Supervised sentiment: overview of the Stanford Sentiment Treebank


In [1]:
__author__ = "Christopher Potts"
__version__ = "CS224u, Stanford, Spring 2020"

Overview of this unit

We have a few inter-related goals for this unit:

  • Provide a basic introduction to supervised learning in the context of a problem that has long been central to academic research and industry applications: sentiment analysis.

  • Explore and evaluate a diverse array of methods for modeling sentiment:

    • Hand-built feature functions with (mostly linear) classifiers
    • Dense feature representations derived from VSMs as we built them in the previous unit
    • Recurrent neural networks (RNNs)
    • Tree-structured neural networks
  • Begin discussing and implementing responsible methods for hyperparameter optimization and classifier assessment and comparison.

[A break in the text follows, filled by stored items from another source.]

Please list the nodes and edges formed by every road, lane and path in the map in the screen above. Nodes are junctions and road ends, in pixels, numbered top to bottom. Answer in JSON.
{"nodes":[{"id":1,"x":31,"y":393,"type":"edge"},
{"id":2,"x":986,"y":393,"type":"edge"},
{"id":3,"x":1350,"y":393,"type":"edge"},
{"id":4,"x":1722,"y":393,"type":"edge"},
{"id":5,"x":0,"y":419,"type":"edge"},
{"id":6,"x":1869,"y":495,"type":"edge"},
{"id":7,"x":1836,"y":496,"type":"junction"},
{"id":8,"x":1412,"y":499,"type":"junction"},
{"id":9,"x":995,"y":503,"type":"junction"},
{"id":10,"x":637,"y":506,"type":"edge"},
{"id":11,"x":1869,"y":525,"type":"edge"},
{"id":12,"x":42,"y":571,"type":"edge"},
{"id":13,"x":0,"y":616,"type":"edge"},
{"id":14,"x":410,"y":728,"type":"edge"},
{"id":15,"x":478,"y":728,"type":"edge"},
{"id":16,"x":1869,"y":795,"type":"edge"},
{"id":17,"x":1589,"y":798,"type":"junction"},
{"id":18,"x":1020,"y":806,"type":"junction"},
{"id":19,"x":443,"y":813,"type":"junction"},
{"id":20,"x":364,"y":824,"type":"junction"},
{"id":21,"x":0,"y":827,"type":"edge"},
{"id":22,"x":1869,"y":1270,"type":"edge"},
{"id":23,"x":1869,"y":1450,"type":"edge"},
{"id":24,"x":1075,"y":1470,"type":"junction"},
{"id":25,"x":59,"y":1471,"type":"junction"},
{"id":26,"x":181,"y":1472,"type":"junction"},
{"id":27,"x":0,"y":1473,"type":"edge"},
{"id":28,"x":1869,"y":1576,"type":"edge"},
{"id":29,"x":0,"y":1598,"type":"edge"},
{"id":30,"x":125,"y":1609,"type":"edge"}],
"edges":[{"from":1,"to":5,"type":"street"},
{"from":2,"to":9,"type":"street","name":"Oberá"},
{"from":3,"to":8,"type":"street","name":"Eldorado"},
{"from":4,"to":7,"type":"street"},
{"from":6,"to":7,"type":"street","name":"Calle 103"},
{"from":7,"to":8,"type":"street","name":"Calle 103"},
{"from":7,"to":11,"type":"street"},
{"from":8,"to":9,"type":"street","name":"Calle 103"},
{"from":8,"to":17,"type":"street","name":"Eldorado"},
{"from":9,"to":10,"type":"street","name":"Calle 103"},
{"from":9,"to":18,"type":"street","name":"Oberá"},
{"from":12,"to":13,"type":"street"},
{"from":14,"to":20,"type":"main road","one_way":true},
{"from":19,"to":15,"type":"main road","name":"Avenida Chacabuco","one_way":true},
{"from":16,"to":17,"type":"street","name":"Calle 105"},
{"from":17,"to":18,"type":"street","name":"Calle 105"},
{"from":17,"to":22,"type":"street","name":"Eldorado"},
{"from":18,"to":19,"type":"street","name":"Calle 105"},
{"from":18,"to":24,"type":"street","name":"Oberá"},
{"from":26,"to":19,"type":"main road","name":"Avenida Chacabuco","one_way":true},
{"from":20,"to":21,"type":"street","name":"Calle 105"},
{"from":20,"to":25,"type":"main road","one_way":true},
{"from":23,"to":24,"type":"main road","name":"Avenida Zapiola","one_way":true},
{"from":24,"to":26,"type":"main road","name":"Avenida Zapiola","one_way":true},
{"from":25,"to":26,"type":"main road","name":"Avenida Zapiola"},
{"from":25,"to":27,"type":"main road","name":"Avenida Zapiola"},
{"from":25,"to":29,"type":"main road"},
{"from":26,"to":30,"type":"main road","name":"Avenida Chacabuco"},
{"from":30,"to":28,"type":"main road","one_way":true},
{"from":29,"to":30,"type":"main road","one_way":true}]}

The unit is built around the Stanford Sentiment Treebank (SST), a widely-used resource for evaluating supervised NLU models, and one that provides rich linguistic representations.

Paths through the material

  • If you're relatively new to supervised learning, we suggest studying the details of this notebook closely and following the links to additional resources.

  • If you're familiar with supervised learning, then you can focus right away on innovative feature representations and modeling.

  • As of this writing, the state-of-the-art for the SST seems to be around 88% accuracy for the binary problem and 48% accuracy for the five-class problem. Perhaps you can best these numbers!

Overview of this notebook

This is the first notebook in this unit. It does two things:

  • Introduces sentiment analysis as a task.
  • Introduces the SST and our tools for reading that corpus.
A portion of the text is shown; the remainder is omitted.